QSCSCore v1.1 — Runtime Demo
QSCSCore v1.1 is the first operational release of the QSCS daemon: a fully static 3 MB binary that boots instantly, loads its internal registries, and processes state transitions through a deterministic delta engine.
This demo shows a recorded runtime session of the daemon starting up and handling a sequence of HTTP‑style state transitions over a UNIX domain socket. It’s a safe, read‑only replay — no live telemetry, no tracking, no external connections.
Press Run Demo to watch the daemon initialise, load its registries, and process a short series of requests exactly as it does in development.

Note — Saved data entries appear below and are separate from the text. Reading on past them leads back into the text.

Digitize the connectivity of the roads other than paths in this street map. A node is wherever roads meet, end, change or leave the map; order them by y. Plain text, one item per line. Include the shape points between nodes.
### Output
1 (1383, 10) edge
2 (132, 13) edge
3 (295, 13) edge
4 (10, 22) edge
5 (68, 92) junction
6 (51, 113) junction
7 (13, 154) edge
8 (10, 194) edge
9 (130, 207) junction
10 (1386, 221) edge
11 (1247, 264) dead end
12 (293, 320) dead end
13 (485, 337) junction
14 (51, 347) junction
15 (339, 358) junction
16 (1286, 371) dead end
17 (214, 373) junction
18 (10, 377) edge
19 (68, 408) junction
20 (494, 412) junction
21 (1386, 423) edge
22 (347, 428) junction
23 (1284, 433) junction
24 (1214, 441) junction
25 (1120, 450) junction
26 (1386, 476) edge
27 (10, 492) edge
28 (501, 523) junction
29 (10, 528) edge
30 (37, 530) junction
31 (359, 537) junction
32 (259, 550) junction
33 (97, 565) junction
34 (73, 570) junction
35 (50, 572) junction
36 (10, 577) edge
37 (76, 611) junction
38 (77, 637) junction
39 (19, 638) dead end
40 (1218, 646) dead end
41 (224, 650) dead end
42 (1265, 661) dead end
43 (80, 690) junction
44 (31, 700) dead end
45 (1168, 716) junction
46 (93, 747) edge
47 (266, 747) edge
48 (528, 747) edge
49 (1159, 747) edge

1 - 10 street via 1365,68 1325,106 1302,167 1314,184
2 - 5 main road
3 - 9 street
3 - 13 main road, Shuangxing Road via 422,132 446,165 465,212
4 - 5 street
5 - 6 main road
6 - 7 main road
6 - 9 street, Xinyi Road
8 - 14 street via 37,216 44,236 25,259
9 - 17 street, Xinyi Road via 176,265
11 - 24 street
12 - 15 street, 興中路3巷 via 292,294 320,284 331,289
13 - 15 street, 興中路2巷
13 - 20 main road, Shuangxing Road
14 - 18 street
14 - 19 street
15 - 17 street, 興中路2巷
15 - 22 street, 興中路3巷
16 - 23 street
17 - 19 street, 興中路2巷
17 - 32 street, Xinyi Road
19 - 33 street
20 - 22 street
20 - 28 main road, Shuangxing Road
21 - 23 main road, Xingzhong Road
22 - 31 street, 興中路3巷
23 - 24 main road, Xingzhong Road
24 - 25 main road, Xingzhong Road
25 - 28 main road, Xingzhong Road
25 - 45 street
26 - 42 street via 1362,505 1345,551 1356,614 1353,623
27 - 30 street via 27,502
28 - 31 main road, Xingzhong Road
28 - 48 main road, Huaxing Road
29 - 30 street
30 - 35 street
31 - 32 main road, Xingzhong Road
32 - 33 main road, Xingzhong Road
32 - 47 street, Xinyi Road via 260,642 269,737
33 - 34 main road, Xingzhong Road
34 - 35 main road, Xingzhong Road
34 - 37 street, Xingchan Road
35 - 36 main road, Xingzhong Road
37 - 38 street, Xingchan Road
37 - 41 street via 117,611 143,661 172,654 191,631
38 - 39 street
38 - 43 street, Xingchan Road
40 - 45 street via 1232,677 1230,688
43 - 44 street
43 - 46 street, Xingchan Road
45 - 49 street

QSCSCore v1.1 — Daemon Output
What You’ll See
The output you’ll see is taken directly from a real QSCSCore v1.1 run:
- database registries loading
- identity initialisation
- delta replay
- UNIX‑socket listener activation
- epoch loop start
- state transitions and delta creation
This is the heartbeat of the system — a glimpse into how QSCS behaves under the hood as it evolves toward a full substrate‑level state machine.
Test Case Used in This Demo
The runtime sequence shown here is generated by a simple test script that sends four HTTP‑style requests through the daemon’s UNIX domain socket using curl.
Each request triggers a deterministic state transition inside the daemon:
- the URI is parsed
- the previous state for that session is retrieved
- a delta is created
- the delta is serialized and persisted
- the session state is updated
- a response is returned
Below is the exact test sequence:
--- Request 1: GET /hello ---
curl -s --unix-socket "${SOCK}" http://localhost/hello
--- Request 2: GET /foo/bar ---
curl -s --unix-socket "${SOCK}" http://localhost/foo/bar
--- Request 3: GET /hello (repeat) ---
curl -s --unix-socket "${SOCK}" http://localhost/hello
--- Request 4: GET /dashboard/settings ---
curl -s --unix-socket "${SOCK}" http://localhost/dashboard/settings
Each of these requests produces a corresponding delta in the daemon’s internal registry, which you’ll see replayed in the demo output.